TASK - Scan the entries and copy each line where the word "nodes" is present.

MATERIAL PROVIDED -

__________________________________________________

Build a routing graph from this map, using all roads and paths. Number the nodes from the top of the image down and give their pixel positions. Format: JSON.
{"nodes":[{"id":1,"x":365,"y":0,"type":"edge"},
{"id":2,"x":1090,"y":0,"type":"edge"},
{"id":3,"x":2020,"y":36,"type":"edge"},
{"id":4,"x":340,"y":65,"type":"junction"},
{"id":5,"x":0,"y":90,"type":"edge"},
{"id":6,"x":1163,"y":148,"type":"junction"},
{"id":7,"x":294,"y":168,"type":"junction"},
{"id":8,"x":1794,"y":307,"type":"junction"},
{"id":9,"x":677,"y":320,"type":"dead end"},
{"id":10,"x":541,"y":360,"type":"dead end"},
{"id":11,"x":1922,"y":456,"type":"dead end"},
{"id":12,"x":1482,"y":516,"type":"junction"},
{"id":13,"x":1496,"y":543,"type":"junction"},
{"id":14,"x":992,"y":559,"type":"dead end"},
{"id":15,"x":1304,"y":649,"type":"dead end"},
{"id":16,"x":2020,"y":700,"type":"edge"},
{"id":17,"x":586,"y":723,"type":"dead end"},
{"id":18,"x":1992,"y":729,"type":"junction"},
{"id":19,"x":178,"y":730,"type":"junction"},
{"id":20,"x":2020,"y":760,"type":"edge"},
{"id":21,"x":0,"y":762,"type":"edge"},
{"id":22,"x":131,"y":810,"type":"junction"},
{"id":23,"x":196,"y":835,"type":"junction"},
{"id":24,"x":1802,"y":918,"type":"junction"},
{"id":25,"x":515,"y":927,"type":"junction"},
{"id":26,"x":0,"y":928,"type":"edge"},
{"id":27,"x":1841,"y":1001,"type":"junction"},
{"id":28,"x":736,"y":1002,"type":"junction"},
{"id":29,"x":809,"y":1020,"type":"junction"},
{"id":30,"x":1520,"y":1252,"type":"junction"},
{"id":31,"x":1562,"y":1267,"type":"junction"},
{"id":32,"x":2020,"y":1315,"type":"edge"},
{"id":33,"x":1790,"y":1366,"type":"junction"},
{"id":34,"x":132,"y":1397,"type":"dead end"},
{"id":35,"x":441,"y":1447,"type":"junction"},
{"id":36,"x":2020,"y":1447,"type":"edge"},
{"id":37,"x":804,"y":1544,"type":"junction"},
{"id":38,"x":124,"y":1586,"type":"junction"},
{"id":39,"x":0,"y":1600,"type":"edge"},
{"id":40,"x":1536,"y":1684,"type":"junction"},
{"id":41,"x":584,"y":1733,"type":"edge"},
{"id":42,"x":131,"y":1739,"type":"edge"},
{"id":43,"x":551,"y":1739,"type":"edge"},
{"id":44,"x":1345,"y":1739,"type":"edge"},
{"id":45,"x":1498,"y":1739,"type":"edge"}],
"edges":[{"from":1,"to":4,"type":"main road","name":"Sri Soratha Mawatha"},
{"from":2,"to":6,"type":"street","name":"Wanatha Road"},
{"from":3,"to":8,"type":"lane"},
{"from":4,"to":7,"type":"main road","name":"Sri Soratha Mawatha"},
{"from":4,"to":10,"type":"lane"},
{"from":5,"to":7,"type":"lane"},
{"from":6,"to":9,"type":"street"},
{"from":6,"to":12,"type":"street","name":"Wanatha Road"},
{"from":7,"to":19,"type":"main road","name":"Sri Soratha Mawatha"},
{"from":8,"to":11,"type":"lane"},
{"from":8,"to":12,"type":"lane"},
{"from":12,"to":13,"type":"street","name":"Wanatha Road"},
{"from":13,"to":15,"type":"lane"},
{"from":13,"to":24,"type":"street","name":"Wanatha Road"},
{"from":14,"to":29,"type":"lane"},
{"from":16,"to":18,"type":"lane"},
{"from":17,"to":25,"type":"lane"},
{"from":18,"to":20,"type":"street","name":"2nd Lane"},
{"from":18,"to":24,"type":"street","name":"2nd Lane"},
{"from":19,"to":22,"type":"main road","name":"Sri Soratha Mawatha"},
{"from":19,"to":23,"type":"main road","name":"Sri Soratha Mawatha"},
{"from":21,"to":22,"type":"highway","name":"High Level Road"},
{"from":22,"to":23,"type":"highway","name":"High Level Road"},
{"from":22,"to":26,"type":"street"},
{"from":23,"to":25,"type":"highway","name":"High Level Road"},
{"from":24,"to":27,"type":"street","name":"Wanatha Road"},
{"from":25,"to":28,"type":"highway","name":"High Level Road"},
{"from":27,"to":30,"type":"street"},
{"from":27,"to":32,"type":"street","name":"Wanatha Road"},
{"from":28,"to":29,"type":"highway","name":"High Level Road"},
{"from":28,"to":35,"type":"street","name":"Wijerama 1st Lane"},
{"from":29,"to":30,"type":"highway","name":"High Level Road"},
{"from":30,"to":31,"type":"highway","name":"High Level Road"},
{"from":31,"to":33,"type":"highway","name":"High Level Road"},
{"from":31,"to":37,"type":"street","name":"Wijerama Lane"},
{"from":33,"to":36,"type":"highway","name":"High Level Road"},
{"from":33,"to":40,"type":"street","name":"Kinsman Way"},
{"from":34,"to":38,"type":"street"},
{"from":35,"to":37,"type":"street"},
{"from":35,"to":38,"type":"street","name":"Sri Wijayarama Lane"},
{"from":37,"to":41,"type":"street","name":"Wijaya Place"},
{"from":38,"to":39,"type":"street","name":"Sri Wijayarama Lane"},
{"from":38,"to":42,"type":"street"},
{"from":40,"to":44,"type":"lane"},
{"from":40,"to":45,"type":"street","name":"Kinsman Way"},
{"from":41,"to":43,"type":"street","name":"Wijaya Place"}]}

__________________________________________________

RESULT BELOW -
Build a routing graph from this map, using all roads and paths. Number the nodes from the top of the image down and give their pixel positions. Format: JSON.
{"nodes":[{"id":1,"x":365,"y":0,"type":"edge"},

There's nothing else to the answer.